Monday, October 31, 2016

Waking Nightmare

Momentarily, I'm stranded on the sand, gulping for air.

The basket of drugs fell out of my hands, muffled as it crashed by the carpet in the pharmacy. My head jutted upwards, eyes opening widely--I had nodded out again. I bent down to pick up the bottles of medication, placing them back into the black basket.

Embarrassment could have flushed my cheeks, but I was too overcome by the stream of morphine from last night and this morning, plus the xanax as well, flooding my body. My emotions were absent, my mind far from the current situation--I can't remember any thoughts, fear.
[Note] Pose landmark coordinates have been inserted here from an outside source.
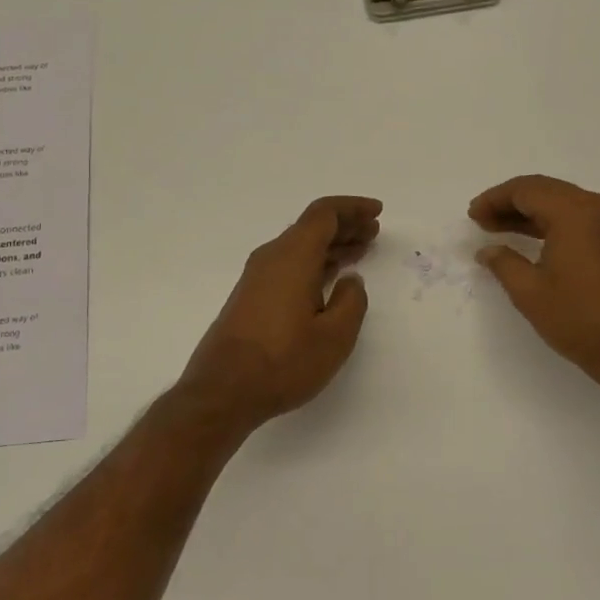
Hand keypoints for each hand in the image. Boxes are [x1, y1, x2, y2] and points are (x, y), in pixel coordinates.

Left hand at [177, 196, 381, 430]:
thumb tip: (350, 280)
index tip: (377, 212)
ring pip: (300, 247)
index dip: (352, 208)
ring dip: (331, 246)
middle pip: (311, 227)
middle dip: (345, 226)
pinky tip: (329, 279)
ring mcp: (257, 278)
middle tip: (373, 232)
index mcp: (293, 257)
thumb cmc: (283, 362)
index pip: (324, 214)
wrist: (222, 391)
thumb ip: (351, 301)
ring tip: (359, 252)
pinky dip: (314, 263)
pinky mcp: (250, 297)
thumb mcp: (334, 336)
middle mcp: (272, 258)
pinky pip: (289, 265)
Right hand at [470, 175, 599, 389]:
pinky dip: (552, 222)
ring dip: (530, 212)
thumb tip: (487, 251)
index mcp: (574, 212)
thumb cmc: (578, 319)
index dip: (495, 199)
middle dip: (510, 202)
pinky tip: (531, 239)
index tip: (473, 214)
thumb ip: (503, 262)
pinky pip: (578, 217)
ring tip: (498, 228)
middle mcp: (597, 207)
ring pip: (562, 202)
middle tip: (482, 219)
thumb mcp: (529, 291)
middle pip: (545, 190)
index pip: (526, 190)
My pharmacist was far too busy trying to control the mess in front of her; she's constantly overwhelmed by her own incompetency. L was at the register, in an area separated from the back of the pharmacy by a wall. I was on my own.

I finished putting every bottle carefully back up on the shelf and returned to the computer to type up prescriptions.

Again, I felt my neck snap forward and rattle me awake.

I was running out of control--and no one knew it. The customers weren't flooding in front of me, so I quickly ran to the back. Telling my coworkers I had to take my meds, as I quickly departed. I popped the top off my adderall bottle, and tossed it in the back of my throat with some water. If I had been more present, I would've thanked whoever created those tiny little gel caps for saving my ass.

Now the fear had started to set in, hard and fast, running down my spine and across my face. Back in the pharmacy, I made sure to keep awake and upright. I imagined I could only fall asleep twice standing up before someone noticed--not that anyone I worked with would've put the two together. At least, I don't think so--although my prescribed medications are known to my coworkers, so easy enough to chock it up to them and lack of sleep.

Hours later, I am ready to bang my head into the wall, so frustrated and out of control with no where to send these emotions. The kratom and morphine and 1 oxy, plus some xanax, is not helping me cope with myself and the knot in my stomach is growing unruly.

I just keep spinning out further each day and I don't know what I'll hit before I stop.